§ **What is needed**: Write out only the final part of the records below. It begins with the line that contains "pinky dip: (345, 313)" and ends with the last line.
- - - - -
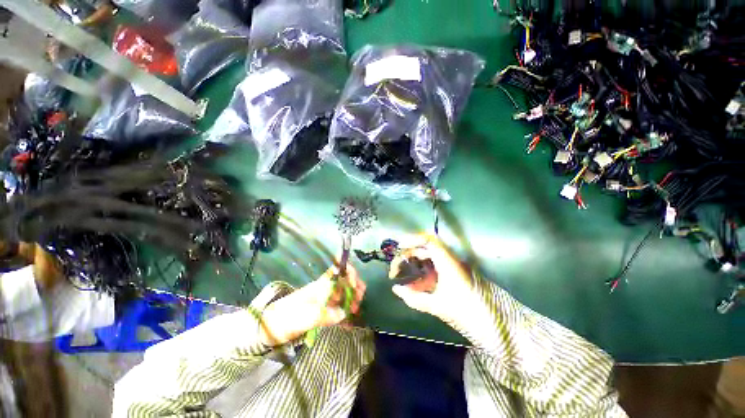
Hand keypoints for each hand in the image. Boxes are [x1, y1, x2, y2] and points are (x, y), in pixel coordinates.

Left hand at [259, 263, 365, 346]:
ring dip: (352, 300)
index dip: (349, 272)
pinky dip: (345, 313)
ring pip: (343, 295)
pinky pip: (338, 309)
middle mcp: (324, 289)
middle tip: (358, 301)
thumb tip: (342, 313)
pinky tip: (349, 323)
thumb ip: (322, 314)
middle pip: (345, 282)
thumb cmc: (284, 319)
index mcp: (320, 285)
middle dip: (355, 288)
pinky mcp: (322, 312)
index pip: (337, 270)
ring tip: (355, 312)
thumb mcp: (301, 317)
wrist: (269, 328)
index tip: (355, 285)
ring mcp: (324, 301)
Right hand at [389, 234, 477, 327]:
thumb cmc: (469, 313)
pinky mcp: (455, 275)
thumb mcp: (439, 306)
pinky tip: (415, 286)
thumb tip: (396, 290)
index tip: (399, 246)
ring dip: (414, 265)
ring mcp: (453, 267)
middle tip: (396, 268)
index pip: (430, 241)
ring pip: (430, 259)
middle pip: (426, 248)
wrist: (499, 325)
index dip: (413, 239)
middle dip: (409, 255)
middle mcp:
- - - - -
§ **Response**:
pinky dip: (345, 313)
ring pip: (343, 295)
pinky pip: (338, 309)
middle mcp: (324, 289)
middle tip: (358, 301)
thumb tip: (342, 313)
pinky tip: (349, 323)
thumb ip: (322, 314)
middle pip: (345, 282)
thumb cmc: (284, 319)
index mcp: (320, 285)
middle dip: (355, 288)
pinky mcp: (322, 312)
index pip: (337, 270)
ring tip: (355, 312)
thumb mcp: (301, 317)
wrist: (269, 328)
index tip: (355, 285)
ring mcp: (324, 301)
Right hand at [389, 234, 477, 327]:
thumb cmc: (469, 313)
pinky mcp: (455, 275)
thumb mcp: (439, 306)
pinky tip: (415, 286)
thumb tip: (396, 290)
index tip: (399, 246)
ring dip: (414, 265)
ring mcp: (453, 267)
middle tip: (396, 268)
index pip: (430, 241)
ring pip: (430, 259)
middle pip: (426, 248)
wrist: (499, 325)
index dip: (413, 239)
middle dip: (409, 255)
middle mcp:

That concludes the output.